Collected data entries:
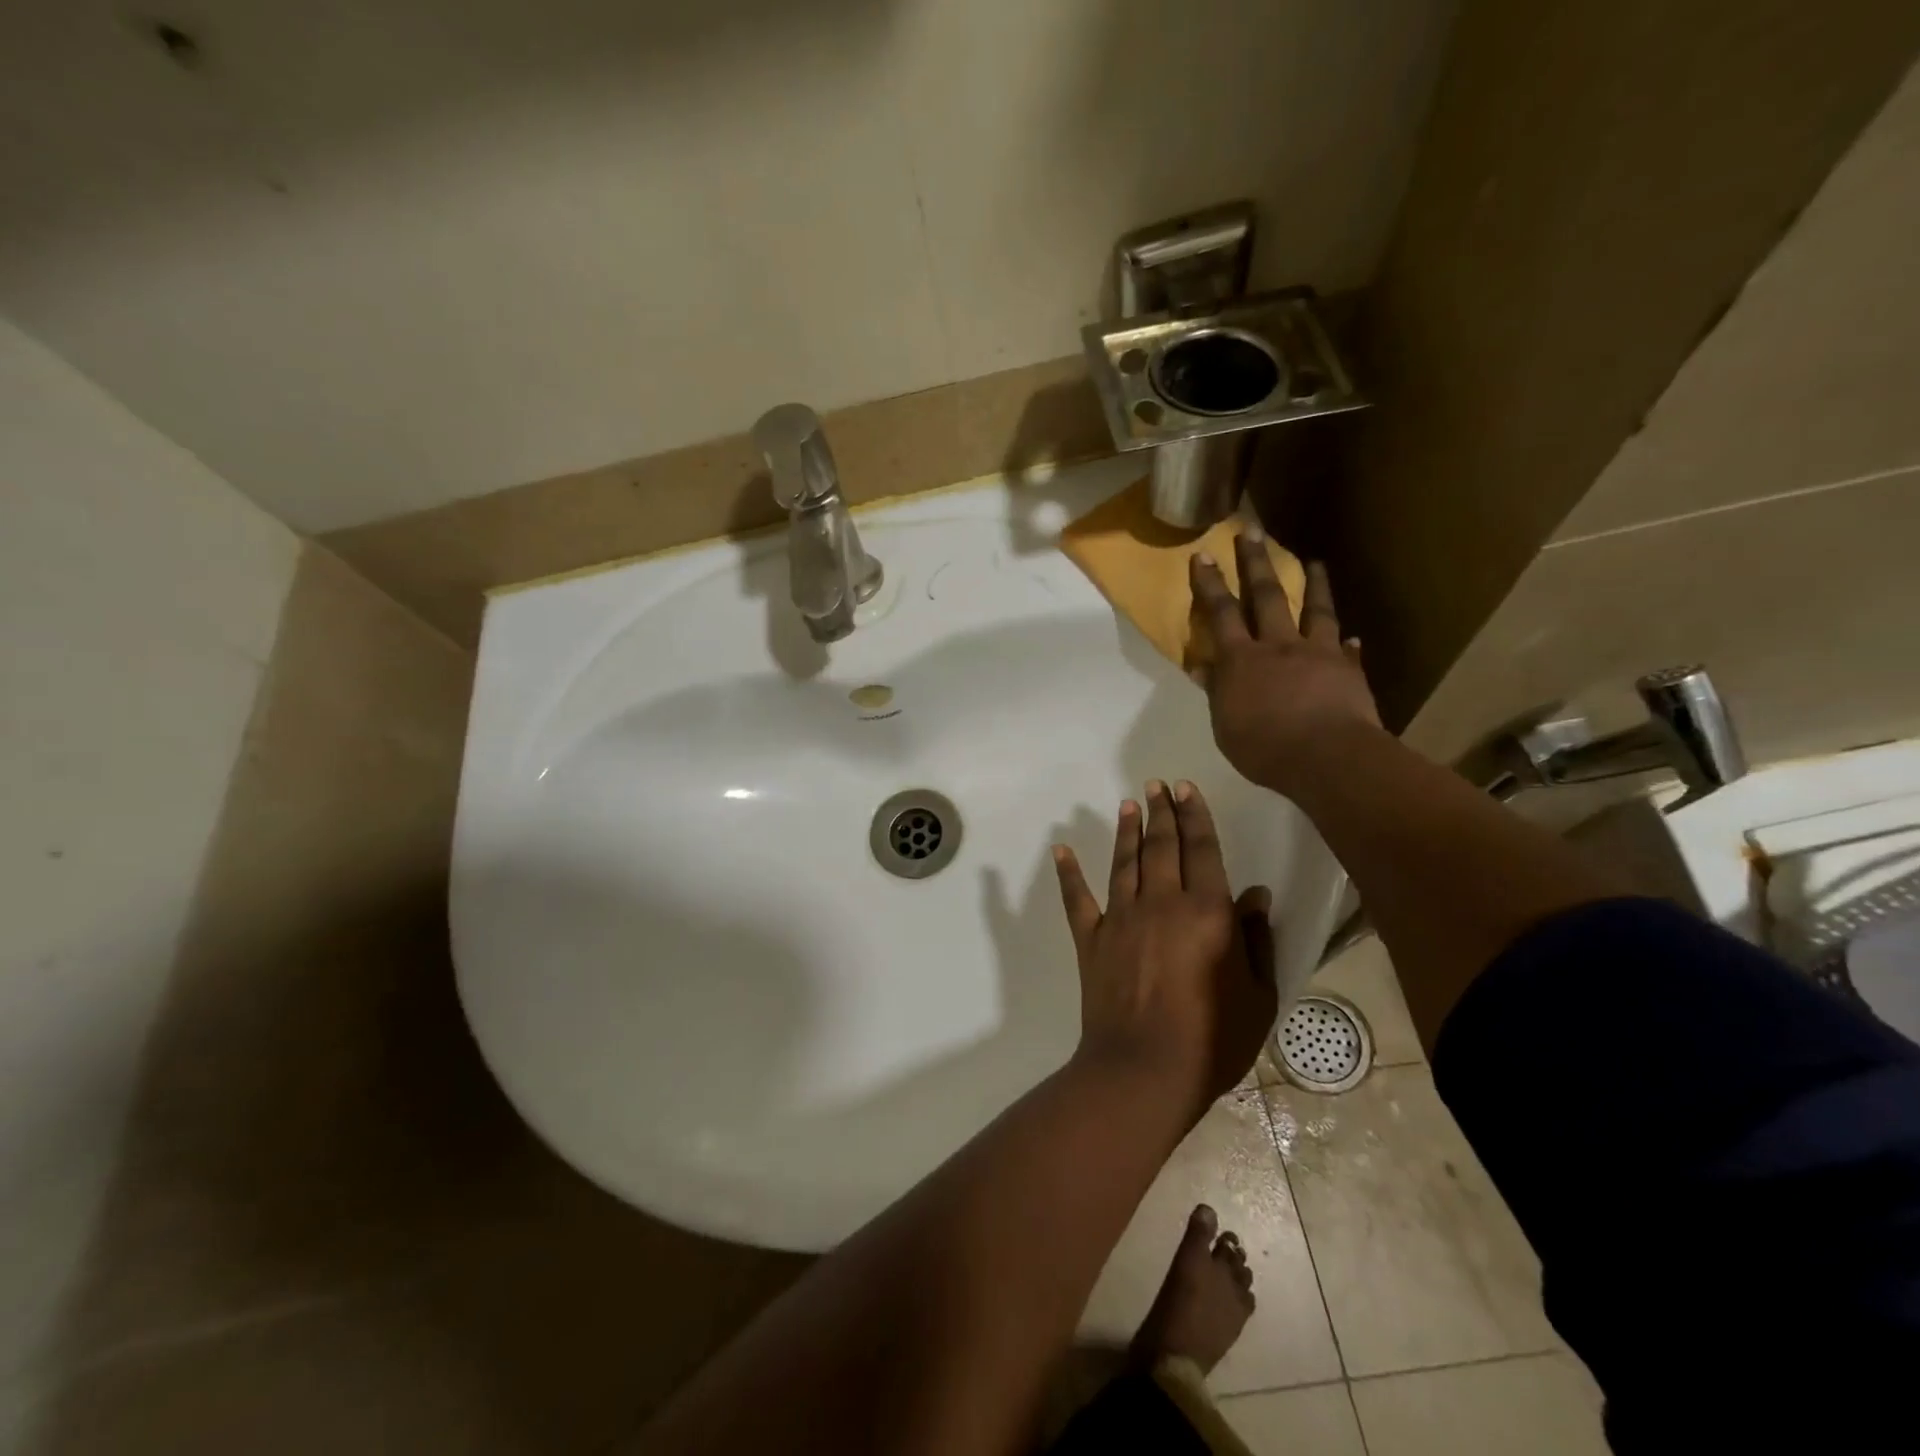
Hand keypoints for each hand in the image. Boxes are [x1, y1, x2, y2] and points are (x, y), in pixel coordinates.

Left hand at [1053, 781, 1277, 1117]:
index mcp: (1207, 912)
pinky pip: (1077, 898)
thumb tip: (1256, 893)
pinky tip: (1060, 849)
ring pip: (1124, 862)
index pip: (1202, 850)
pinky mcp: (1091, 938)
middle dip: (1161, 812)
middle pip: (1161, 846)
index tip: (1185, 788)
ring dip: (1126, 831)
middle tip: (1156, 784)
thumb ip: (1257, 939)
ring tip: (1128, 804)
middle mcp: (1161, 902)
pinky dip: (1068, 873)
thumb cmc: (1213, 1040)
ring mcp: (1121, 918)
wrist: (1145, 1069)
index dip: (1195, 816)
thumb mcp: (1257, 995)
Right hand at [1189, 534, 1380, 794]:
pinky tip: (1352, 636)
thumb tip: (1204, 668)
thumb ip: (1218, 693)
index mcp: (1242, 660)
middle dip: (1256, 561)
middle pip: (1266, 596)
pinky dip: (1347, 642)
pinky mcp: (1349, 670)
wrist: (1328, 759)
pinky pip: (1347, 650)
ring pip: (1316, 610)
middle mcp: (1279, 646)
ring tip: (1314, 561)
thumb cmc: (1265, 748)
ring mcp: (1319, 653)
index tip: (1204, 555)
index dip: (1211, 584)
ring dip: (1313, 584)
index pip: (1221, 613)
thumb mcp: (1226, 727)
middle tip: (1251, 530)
---
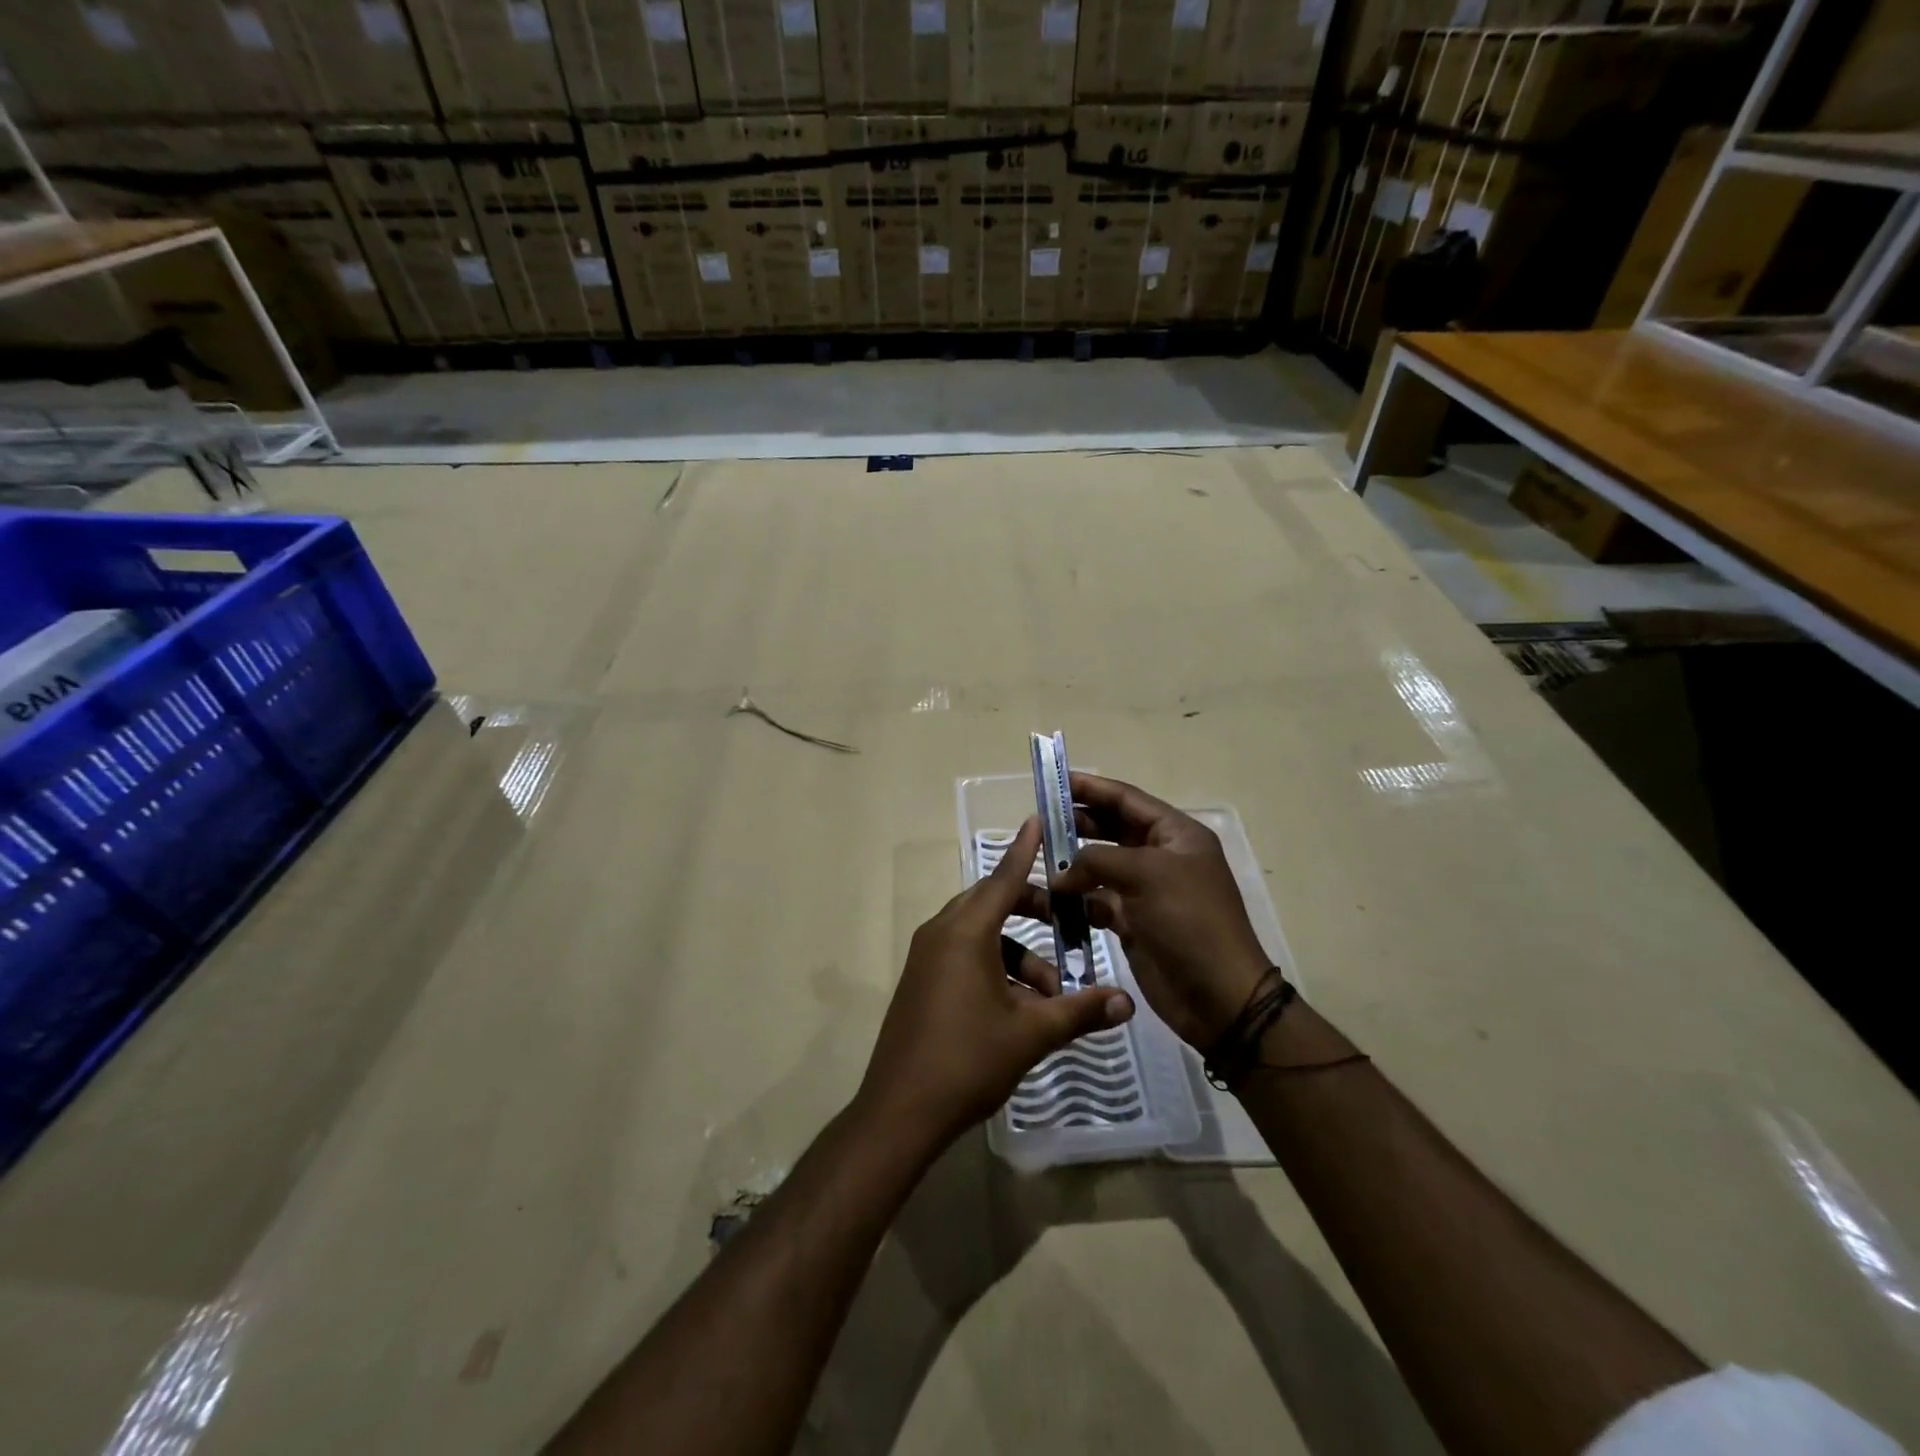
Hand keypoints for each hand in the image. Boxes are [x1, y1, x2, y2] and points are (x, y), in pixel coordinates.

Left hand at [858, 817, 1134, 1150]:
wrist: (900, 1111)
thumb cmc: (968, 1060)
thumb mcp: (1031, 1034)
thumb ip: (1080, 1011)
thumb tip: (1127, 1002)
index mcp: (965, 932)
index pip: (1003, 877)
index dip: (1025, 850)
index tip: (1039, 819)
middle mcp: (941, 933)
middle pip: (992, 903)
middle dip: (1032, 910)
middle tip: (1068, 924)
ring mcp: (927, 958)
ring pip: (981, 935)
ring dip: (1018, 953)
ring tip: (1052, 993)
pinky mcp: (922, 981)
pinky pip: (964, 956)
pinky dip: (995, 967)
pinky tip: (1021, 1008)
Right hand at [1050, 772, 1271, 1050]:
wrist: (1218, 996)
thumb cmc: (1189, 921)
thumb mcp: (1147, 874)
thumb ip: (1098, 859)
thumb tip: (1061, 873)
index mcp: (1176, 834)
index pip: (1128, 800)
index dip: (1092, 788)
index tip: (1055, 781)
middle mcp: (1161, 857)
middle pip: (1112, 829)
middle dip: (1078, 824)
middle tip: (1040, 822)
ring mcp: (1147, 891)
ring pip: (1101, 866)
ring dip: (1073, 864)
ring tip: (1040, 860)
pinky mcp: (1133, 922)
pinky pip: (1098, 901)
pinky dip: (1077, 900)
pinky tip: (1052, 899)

### EXERCISE BRIEF
Only lines with the word "hand" are wanted, so copy each one from the records.

### SOLVED EXERCISE
Hand keypoints for each hand in the image. Boxes are [x1, y1, x2, y2] and points are (x, y), in pixel coordinates.
Left hand at [1053, 781, 1277, 1117]:
Right hand at [1189, 534, 1380, 794]:
Hand keypoints for each hand in the image. Boxes are [x1, y1, x2, y2] and points are (x, y), in pixel coordinates.
Left hand at [858, 817, 1134, 1150]:
Right hand at [1050, 772, 1271, 1050]:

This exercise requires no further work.